Every line below that includes the word "Aşık" needs to be copied.

[Stored items]
:::

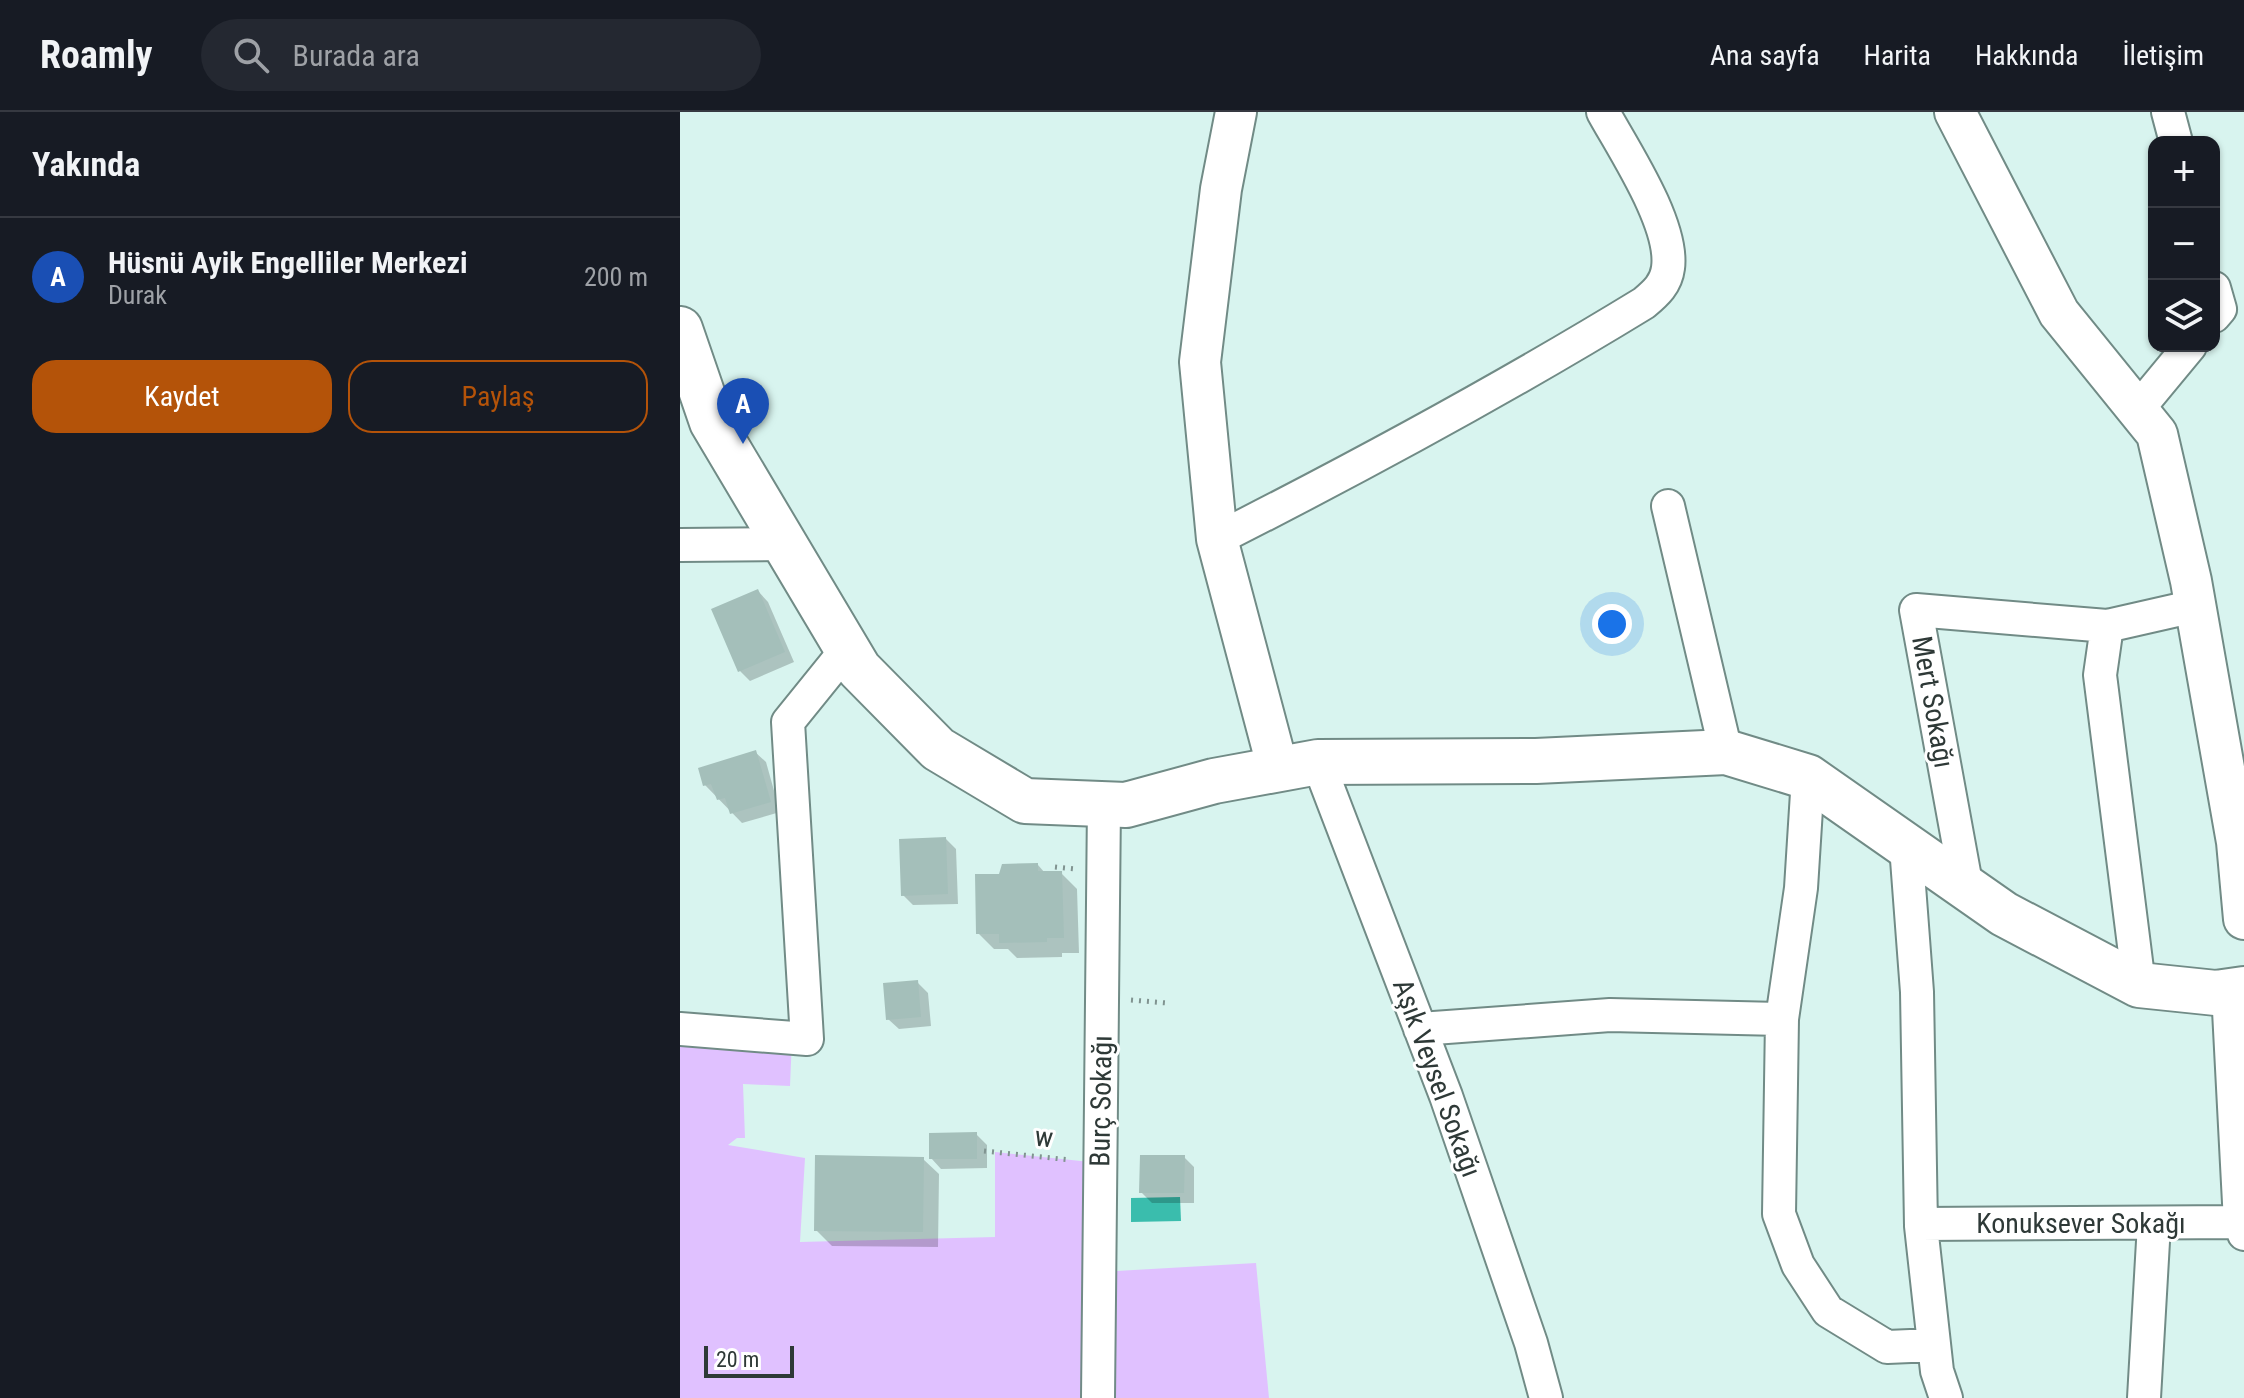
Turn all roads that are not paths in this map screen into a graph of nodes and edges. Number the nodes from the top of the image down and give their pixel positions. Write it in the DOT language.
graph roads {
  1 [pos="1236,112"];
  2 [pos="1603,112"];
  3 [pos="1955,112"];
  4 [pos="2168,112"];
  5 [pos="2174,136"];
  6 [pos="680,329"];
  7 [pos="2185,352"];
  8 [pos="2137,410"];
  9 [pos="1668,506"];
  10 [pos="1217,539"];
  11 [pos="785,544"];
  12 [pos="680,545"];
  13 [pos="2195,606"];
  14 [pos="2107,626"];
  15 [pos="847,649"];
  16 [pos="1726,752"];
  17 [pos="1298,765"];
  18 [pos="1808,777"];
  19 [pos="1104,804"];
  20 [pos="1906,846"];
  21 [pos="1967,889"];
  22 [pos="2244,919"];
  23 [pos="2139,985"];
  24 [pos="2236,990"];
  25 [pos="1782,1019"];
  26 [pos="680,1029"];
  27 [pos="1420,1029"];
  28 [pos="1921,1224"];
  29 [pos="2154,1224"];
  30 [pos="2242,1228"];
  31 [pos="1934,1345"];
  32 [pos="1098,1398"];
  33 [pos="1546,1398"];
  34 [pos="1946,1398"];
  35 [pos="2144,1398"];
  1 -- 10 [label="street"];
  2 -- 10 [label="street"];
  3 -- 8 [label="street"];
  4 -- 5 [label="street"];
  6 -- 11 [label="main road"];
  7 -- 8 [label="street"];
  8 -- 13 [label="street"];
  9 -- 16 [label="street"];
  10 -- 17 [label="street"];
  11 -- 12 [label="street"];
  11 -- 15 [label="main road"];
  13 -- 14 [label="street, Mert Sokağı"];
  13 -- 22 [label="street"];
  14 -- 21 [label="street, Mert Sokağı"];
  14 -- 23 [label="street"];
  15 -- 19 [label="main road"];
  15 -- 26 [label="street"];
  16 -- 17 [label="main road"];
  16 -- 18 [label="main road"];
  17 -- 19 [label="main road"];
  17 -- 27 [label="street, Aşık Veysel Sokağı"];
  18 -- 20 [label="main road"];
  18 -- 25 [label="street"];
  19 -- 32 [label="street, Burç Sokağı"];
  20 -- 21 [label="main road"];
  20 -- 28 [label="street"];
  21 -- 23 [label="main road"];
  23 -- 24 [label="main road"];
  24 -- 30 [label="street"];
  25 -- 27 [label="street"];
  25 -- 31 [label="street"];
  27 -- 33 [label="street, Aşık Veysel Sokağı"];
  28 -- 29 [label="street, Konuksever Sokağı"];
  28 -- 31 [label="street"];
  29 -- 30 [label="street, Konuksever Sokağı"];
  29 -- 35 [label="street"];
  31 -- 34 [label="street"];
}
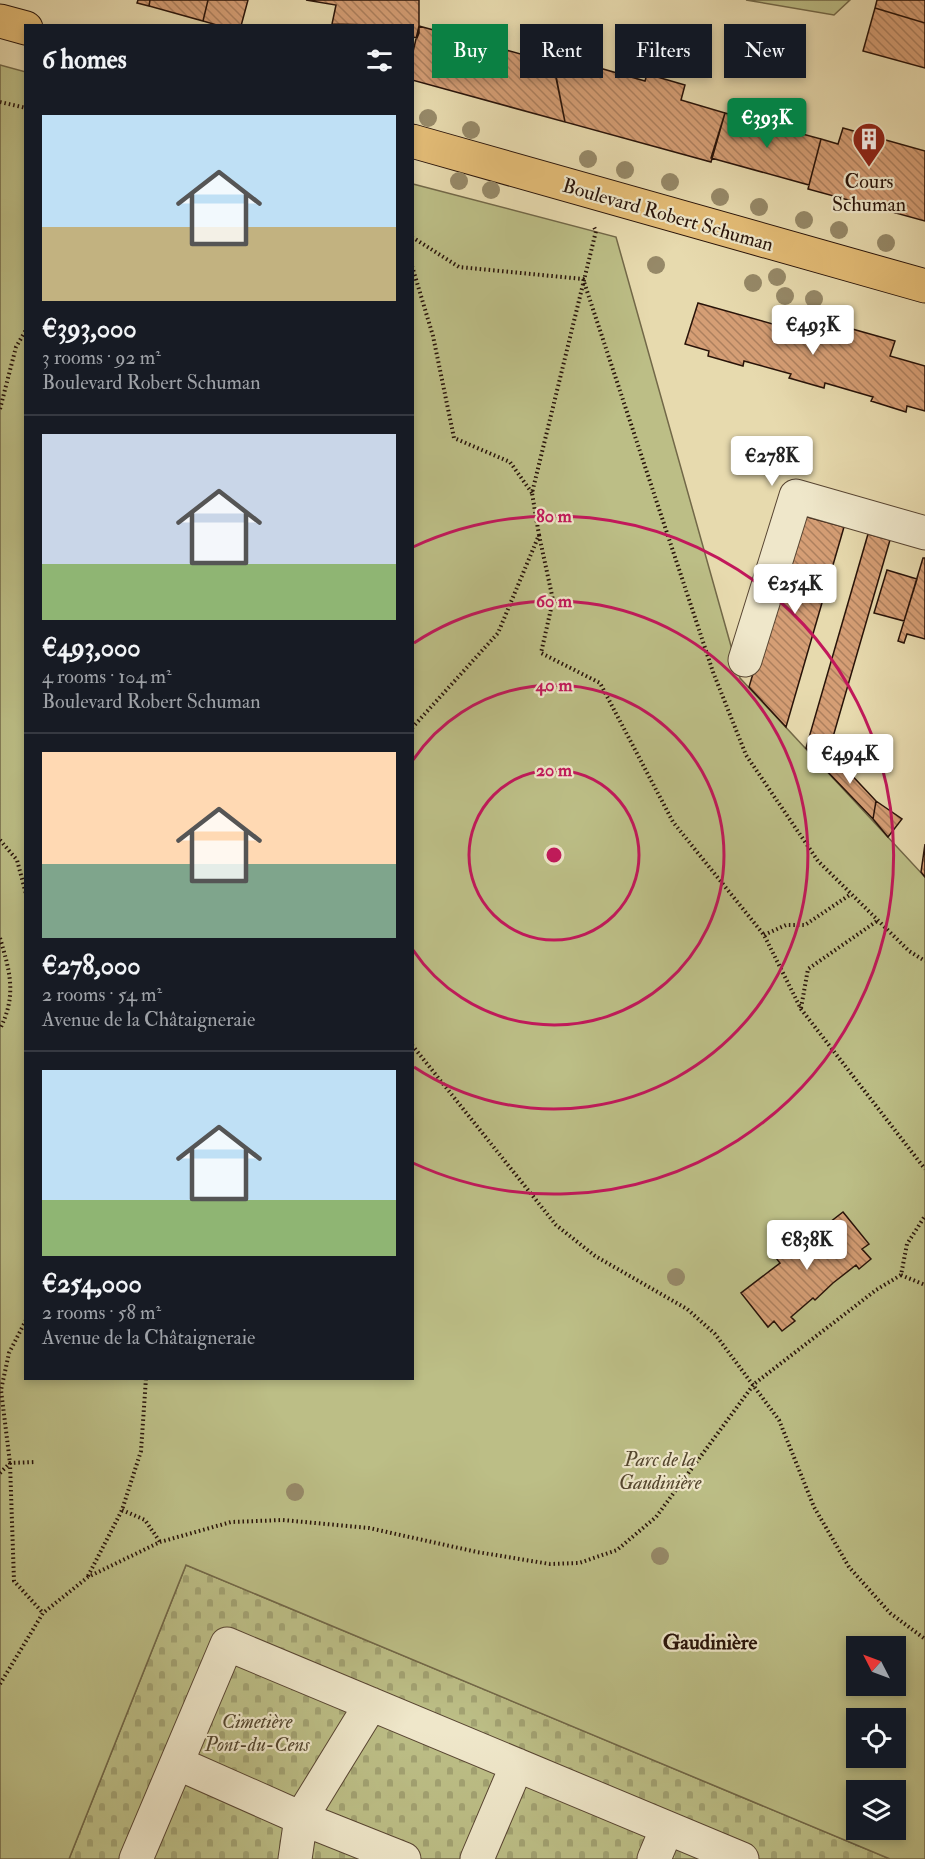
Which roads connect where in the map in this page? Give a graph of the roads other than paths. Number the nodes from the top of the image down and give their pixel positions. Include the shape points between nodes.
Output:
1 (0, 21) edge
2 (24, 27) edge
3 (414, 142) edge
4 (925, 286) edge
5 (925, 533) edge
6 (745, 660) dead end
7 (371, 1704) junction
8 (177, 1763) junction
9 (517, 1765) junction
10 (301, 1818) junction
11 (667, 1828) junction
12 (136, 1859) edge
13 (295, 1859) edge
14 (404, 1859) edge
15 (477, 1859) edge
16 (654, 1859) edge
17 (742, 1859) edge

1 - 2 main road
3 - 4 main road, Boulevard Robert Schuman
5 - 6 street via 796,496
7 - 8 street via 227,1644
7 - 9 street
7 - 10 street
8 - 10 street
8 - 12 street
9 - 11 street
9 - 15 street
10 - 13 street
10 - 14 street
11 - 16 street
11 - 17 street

:::

## COMPLETED TASK
  17 -- 27 [label="street, Aşık Veysel Sokağı"];
  27 -- 33 [label="street, Aşık Veysel Sokağı"];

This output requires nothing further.